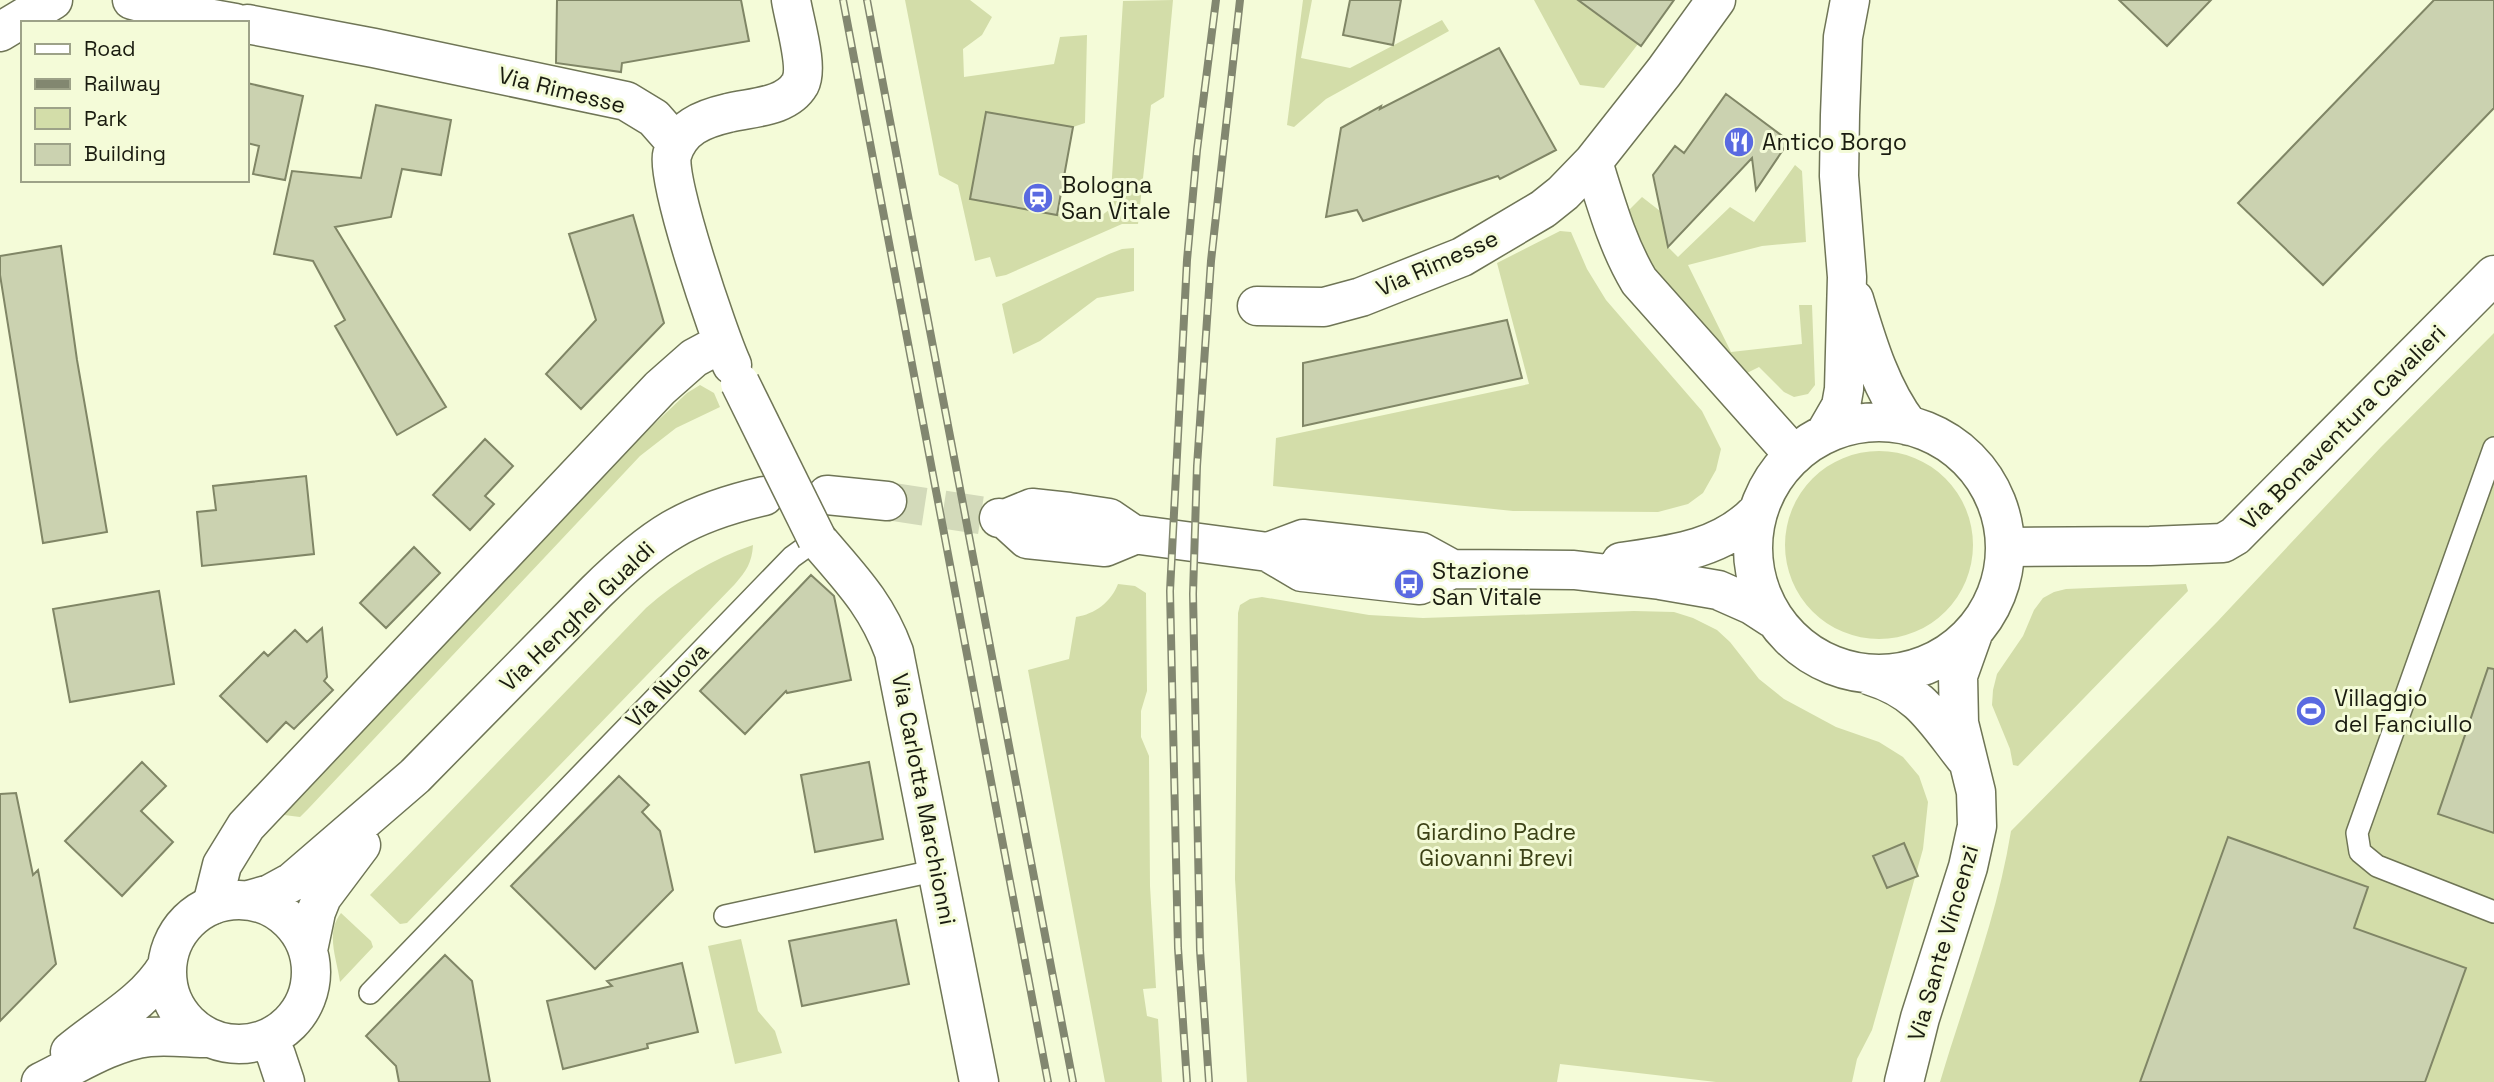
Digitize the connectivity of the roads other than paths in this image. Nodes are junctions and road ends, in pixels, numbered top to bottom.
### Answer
1 (53, 0) edge
2 (132, 0) edge
3 (791, 0) edge
4 (1716, 0) edge
5 (1850, 0) edge
6 (224, 21) edge
7 (248, 24) edge
8 (0, 32) edge
9 (676, 143) junction
10 (1594, 162) junction
11 (2494, 275) edge
12 (1847, 277) junction
13 (1257, 306) dead end
14 (720, 335) junction
15 (1909, 426) junction
16 (1826, 432) junction
17 (2494, 448) edge
18 (1794, 455) junction
19 (827, 495) dead end
20 (764, 496) dead end
21 (887, 501) tunnel mouth
22 (1757, 512) junction
23 (1002, 519) tunnel mouth
24 (817, 539) junction
25 (2009, 547) junction
26 (1574, 570) junction
27 (1772, 618) junction
28 (1974, 631) junction
29 (1871, 676) junction
30 (1968, 763) junction
31 (415, 776) junction
32 (938, 870) junction
33 (249, 900) junction
34 (212, 905) junction
35 (2494, 912) edge
36 (725, 916) dead end
37 (308, 950) junction
38 (167, 966) junction
39 (370, 993) dead end
40 (210, 1038) junction
41 (267, 1039) junction
42 (39, 1082) edge
43 (285, 1082) edge
44 (979, 1082) edge
45 (1904, 1082) edge

1 - 8 street
2 - 6 street
3 - 9 street
4 - 10 street, Via Rimesse
5 - 12 street
7 - 9 street, Via Rimesse
9 - 14 street
10 - 13 street, Via Rimesse
10 - 18 street
11 - 25 street, Via Bonaventura Cavalieri
12 - 15 street
12 - 16 street
14 - 24 street, bridge
14 - 34 street
15 - 16 street
15 - 25 street
16 - 18 street
17 - 35 lane
18 - 22 street
19 - 21 street
20 - 31 street, Via Henghel Gualdi
22 - 26 street
22 - 27 street
23 - 26 street
24 - 32 street, Via Carlotta Marchionni
24 - 39 lane, Via Nuova
25 - 28 street
26 - 27 street
27 - 29 street, Via Sante Vincenzi
28 - 29 street
28 - 30 street, Via Sante Vincenzi
29 - 30 street, Via Sante Vincenzi
30 - 45 street, Via Sante Vincenzi
31 - 33 street, Via Henghel Gualdi
31 - 37 street, Via Henghel Gualdi
32 - 36 lane
32 - 44 street, Via Carlotta Marchionni
33 - 34 street
33 - 37 street
34 - 38 street
37 - 41 street
38 - 40 street
38 - 42 street
40 - 41 street
40 - 42 street
41 - 43 street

• **Task prompt**
Omitting the images, output each record precisely as written.

• **Answer to this exercise**
Digitize the connectivity of the roads other than paths in this image. Nodes are junctions and road ends, in pixels, numbered top to bottom.
### Answer
1 (53, 0) edge
2 (132, 0) edge
3 (791, 0) edge
4 (1716, 0) edge
5 (1850, 0) edge
6 (224, 21) edge
7 (248, 24) edge
8 (0, 32) edge
9 (676, 143) junction
10 (1594, 162) junction
11 (2494, 275) edge
12 (1847, 277) junction
13 (1257, 306) dead end
14 (720, 335) junction
15 (1909, 426) junction
16 (1826, 432) junction
17 (2494, 448) edge
18 (1794, 455) junction
19 (827, 495) dead end
20 (764, 496) dead end
21 (887, 501) tunnel mouth
22 (1757, 512) junction
23 (1002, 519) tunnel mouth
24 (817, 539) junction
25 (2009, 547) junction
26 (1574, 570) junction
27 (1772, 618) junction
28 (1974, 631) junction
29 (1871, 676) junction
30 (1968, 763) junction
31 (415, 776) junction
32 (938, 870) junction
33 (249, 900) junction
34 (212, 905) junction
35 (2494, 912) edge
36 (725, 916) dead end
37 (308, 950) junction
38 (167, 966) junction
39 (370, 993) dead end
40 (210, 1038) junction
41 (267, 1039) junction
42 (39, 1082) edge
43 (285, 1082) edge
44 (979, 1082) edge
45 (1904, 1082) edge

1 - 8 street
2 - 6 street
3 - 9 street
4 - 10 street, Via Rimesse
5 - 12 street
7 - 9 street, Via Rimesse
9 - 14 street
10 - 13 street, Via Rimesse
10 - 18 street
11 - 25 street, Via Bonaventura Cavalieri
12 - 15 street
12 - 16 street
14 - 24 street, bridge
14 - 34 street
15 - 16 street
15 - 25 street
16 - 18 street
17 - 35 lane
18 - 22 street
19 - 21 street
20 - 31 street, Via Henghel Gualdi
22 - 26 street
22 - 27 street
23 - 26 street
24 - 32 street, Via Carlotta Marchionni
24 - 39 lane, Via Nuova
25 - 28 street
26 - 27 street
27 - 29 street, Via Sante Vincenzi
28 - 29 street
28 - 30 street, Via Sante Vincenzi
29 - 30 street, Via Sante Vincenzi
30 - 45 street, Via Sante Vincenzi
31 - 33 street, Via Henghel Gualdi
31 - 37 street, Via Henghel Gualdi
32 - 36 lane
32 - 44 street, Via Carlotta Marchionni
33 - 34 street
33 - 37 street
34 - 38 street
37 - 41 street
38 - 40 street
38 - 42 street
40 - 41 street
40 - 42 street
41 - 43 street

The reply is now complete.